● **Assignment**
Determine how many lines of the listing below include the string "roads". Output the number and nothing more.

● **Information provided**

_ _ _ _

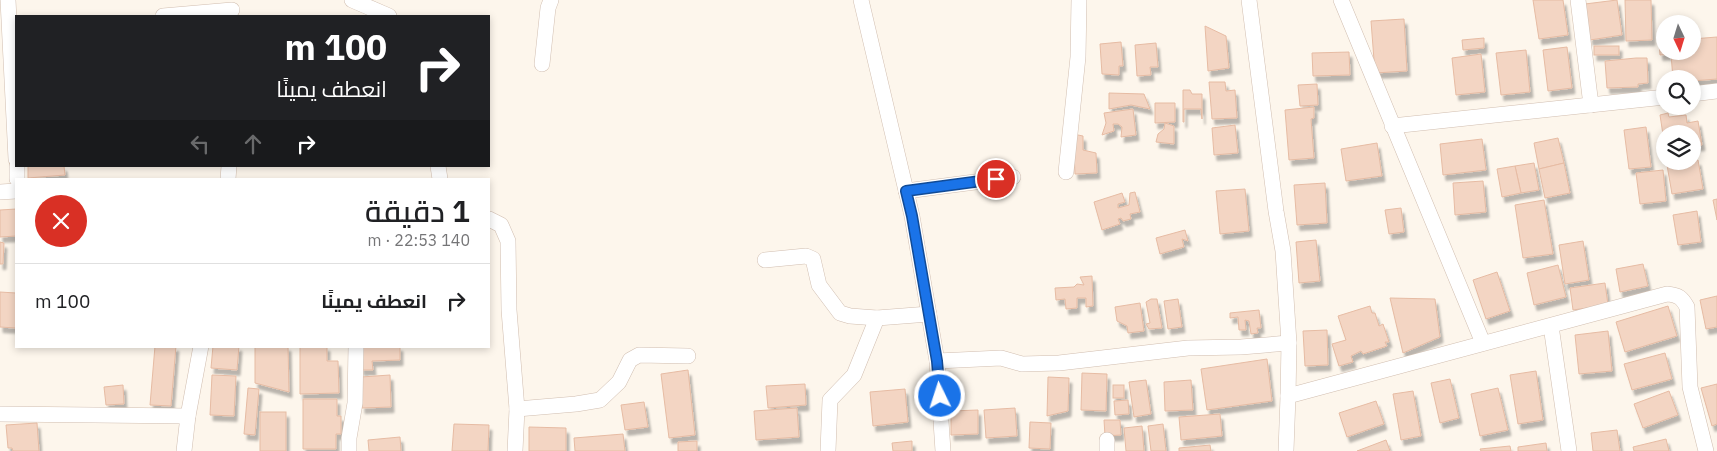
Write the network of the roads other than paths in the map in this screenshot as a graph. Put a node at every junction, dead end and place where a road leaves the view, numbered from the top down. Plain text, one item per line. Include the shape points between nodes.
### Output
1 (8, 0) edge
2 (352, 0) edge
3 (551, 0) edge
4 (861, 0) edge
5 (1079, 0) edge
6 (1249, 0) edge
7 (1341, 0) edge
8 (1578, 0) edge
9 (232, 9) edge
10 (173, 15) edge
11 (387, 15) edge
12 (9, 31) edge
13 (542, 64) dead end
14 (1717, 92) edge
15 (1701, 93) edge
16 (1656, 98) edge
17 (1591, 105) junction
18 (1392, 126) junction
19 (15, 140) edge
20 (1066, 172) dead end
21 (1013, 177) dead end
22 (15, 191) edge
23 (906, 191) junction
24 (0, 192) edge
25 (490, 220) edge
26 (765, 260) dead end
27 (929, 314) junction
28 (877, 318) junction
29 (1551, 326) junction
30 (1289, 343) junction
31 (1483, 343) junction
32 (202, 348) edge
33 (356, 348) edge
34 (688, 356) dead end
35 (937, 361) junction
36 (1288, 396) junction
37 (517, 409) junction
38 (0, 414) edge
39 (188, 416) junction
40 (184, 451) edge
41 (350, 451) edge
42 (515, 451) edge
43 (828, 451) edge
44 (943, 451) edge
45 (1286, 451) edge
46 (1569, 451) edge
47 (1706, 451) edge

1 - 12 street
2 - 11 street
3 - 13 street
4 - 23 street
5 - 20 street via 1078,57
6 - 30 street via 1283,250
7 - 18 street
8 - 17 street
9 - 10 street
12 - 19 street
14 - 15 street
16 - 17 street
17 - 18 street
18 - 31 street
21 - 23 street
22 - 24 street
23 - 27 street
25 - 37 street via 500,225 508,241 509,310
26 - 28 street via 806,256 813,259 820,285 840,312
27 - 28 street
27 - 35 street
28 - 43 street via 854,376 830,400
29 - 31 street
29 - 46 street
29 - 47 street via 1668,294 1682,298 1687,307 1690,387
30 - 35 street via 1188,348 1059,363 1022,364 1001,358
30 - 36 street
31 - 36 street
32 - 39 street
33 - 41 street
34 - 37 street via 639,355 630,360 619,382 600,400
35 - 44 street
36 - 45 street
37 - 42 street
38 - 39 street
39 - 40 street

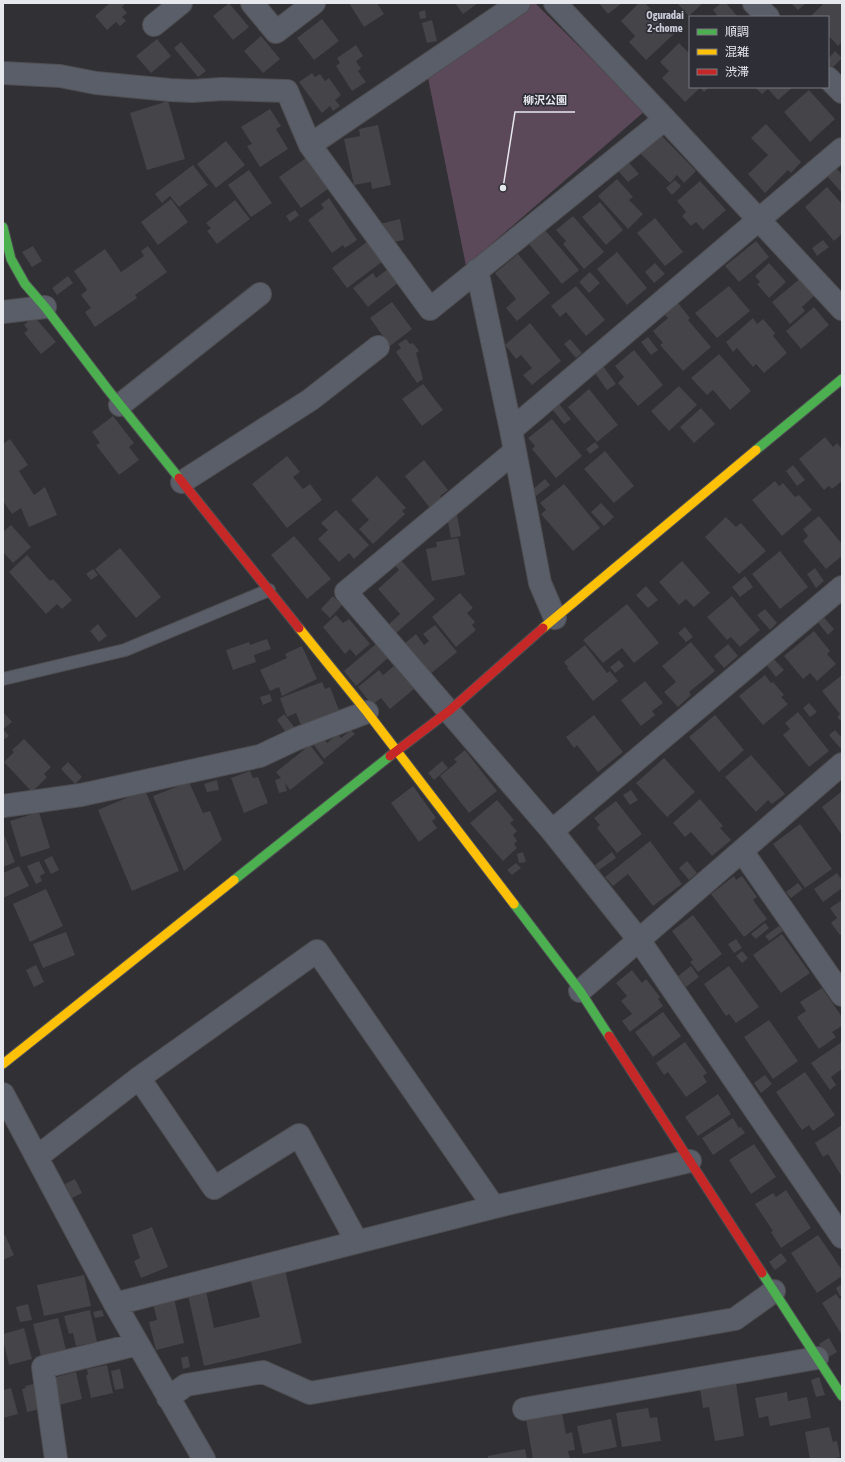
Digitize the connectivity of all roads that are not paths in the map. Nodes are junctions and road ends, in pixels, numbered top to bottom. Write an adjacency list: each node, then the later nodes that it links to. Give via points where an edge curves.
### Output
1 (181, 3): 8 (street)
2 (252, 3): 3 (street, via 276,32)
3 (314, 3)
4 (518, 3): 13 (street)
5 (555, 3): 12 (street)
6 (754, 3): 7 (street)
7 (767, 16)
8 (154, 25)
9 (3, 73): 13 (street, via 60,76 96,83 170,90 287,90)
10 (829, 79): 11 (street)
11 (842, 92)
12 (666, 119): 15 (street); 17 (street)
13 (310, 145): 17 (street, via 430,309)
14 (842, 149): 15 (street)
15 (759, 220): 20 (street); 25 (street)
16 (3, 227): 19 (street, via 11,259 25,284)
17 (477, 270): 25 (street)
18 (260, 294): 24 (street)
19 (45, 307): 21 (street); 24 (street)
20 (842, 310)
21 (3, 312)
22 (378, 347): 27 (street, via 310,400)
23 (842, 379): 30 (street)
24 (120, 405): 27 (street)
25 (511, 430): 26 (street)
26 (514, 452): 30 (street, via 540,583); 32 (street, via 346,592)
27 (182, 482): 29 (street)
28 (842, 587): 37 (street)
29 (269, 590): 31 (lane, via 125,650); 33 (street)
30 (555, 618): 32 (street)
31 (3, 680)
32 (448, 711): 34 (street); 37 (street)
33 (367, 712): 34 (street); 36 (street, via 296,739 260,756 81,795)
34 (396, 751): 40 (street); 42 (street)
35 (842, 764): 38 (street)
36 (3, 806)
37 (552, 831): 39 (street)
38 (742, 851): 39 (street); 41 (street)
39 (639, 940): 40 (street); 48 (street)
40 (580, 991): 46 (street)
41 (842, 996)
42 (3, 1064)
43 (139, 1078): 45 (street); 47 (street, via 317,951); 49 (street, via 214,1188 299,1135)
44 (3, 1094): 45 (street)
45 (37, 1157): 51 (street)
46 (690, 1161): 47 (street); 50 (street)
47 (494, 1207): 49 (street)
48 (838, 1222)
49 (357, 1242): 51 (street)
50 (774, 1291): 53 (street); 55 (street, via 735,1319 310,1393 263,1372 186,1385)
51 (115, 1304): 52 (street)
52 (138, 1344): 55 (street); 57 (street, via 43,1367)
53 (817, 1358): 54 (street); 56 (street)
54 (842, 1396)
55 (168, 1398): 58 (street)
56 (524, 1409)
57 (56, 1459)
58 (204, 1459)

_ _ _ _

● **Response to the exercise**
2